MOTIFS DE LA DÉCISION
Aux termes des dispositions de l’article L511-1 du code des procédures civiles d’exécution, toute personne dont la créance paraît fondée en son principe peut solliciter du juge l’autorisation de pratiquer une mesure conservatoire sur les biens de son débiteur, sans commandement préalable, si elle justifie de circonstances susceptibles d’en menacer le recouvrement.
L’apparence d’un principe de créance et non pas sa certitude est exigée pour que soit autorisée une saisie conservatoire.
En l’espèce, il est justifié par le procès verbal de constat en date du 6 novembre 2020 que la société
appelante occupe « l’intégralité du rez de chaussée de hangar » situé au 19/[…] soit d’une surface de 1.000m2, objet du bail professionnel en date du 1er août 2016 prévoyant un loyer de 4.900euros par mois alors que le bail commercial non contesté en date du 30 mars 2015 prévoit un loyer mensuel de 2.440euros mais n’a pour objet qu’une partie de des locaux effectivement occupés soit une superficie de 330m2 de l’entrepôt.
L’occupation des lieux a pour contrepartie le paiement d’un loyer ou d’une indemnité d’occupation.
L’occupation des lieux objet de la créance alléguée au titre de l’arriéré locatif est établie par le procès verbal susvisé. La SARL l’Affaire fouille confirme ne pas avoir versé une quelconque somme au titre de la totalité de cette occupation. La SCI CHAHCHA verse aux débats une lettre de rappel en date du 31 décembre 2018 et une mise en demeure en date du 24 septembre 2019 faisant état d’un paiement partiel du loyer.
Il est dès lors justifié de l’apparence de créance au sens de l’article L511-1 du code des procédures civiles d’exécution, et ce indépendamment de l’auteur de la signature du bail en date du 1er août 2016 versé aux débats et donc malgré les conclusions de l’expertise en écritures et de la plainte pour faux de l’appelante.
L’importance de la créance justifie de circonstances susceptibles d’en menacer le recouvrement.

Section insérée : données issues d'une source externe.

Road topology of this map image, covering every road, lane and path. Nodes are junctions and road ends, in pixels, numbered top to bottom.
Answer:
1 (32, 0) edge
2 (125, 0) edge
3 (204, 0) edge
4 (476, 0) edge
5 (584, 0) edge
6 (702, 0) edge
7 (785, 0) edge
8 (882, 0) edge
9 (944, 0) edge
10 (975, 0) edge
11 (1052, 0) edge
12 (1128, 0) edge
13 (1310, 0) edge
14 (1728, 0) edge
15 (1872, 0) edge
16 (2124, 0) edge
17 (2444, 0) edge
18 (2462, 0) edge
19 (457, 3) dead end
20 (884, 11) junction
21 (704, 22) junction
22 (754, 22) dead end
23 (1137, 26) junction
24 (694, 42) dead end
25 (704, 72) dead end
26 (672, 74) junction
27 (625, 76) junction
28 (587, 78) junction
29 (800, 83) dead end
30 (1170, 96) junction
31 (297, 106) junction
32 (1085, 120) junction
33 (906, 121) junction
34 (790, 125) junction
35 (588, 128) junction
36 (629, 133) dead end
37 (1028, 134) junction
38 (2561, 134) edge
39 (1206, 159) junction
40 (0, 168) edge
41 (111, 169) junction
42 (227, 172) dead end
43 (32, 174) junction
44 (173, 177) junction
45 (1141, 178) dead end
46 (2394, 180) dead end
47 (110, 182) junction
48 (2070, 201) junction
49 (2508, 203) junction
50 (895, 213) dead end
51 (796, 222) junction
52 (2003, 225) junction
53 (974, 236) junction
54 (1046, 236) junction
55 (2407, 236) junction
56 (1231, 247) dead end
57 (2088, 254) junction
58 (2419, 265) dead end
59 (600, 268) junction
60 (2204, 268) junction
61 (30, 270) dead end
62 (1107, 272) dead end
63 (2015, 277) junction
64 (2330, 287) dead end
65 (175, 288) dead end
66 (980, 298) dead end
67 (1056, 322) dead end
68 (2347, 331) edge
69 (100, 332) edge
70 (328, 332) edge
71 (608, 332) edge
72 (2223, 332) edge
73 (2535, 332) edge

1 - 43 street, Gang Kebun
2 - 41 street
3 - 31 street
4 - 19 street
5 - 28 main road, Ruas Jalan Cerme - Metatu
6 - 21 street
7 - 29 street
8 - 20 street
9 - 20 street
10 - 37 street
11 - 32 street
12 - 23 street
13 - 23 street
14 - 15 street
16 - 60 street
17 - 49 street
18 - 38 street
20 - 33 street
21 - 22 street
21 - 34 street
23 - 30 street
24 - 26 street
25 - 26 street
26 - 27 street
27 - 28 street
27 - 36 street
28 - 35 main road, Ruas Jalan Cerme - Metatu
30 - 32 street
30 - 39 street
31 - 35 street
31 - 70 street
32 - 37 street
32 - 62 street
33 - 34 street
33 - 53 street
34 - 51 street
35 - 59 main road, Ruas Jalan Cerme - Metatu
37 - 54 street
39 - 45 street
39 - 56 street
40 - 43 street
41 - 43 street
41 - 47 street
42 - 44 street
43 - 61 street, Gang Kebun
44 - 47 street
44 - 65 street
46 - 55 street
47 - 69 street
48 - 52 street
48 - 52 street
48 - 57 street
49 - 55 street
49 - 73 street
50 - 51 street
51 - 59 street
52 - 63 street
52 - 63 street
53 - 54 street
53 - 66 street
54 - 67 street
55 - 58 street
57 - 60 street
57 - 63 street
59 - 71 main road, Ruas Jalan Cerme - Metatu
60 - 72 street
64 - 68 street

Les conditions de l’article L511-1 du code des procédures civiles d’exécution étant remplies le jugement du juge d l’exécution ayant validé la saisie conservatoire contestée sera confirmé en toutes ses dispositions.
sur la demande en dommages et intérêt de la SCI Chacha
La SCI Chacha sollicite dans le dispositif de ses conclusions devant la cour la somme de 2.500euros à titre de dommages et intérêts pour appel abusif, mais ne justifie de cette demande dans le développement de ses conclusions par aucun élément. Cette demande non démontrée, sera rejetée.
sur la demande au titre de l’article 700 du code de procédure civile
L’équité commande de faire application de l’article 700 du code de procédure civile au profit de la SCI Chacha.
PAR CES MOTIFS, LA COUR,
Statuant publiquement par décision contradictoire et par mise à dispositions au greffe ;
CONFIRME le jugement contesté en toutes ses dispositions ;
Y ajoutant,
Rejette la demande en dommages et intérêts de la SCI Chacha ;
Condamne la SARL l’Affaire fouille à payer à la SCI Chacha la somme de 2.000 euros au titre de l’article 700 du code de procédure civile ;
Condamne la SARL l’Affaire fouille aux entiers dépens.
— prononcé publiquement par mise à disposition de l’arrêt au greffe de la cour, les parties en ayant été préalablement avisées dans les conditions prévues au deuxième alinéa de l’article 450 du code de procédure civile.
— signé par Madame Sylvie NEROT, Président et par Madame Mélanie RIBEIRO, Greffier, auquel la minute de la décision a été remise par le magistrat signataire.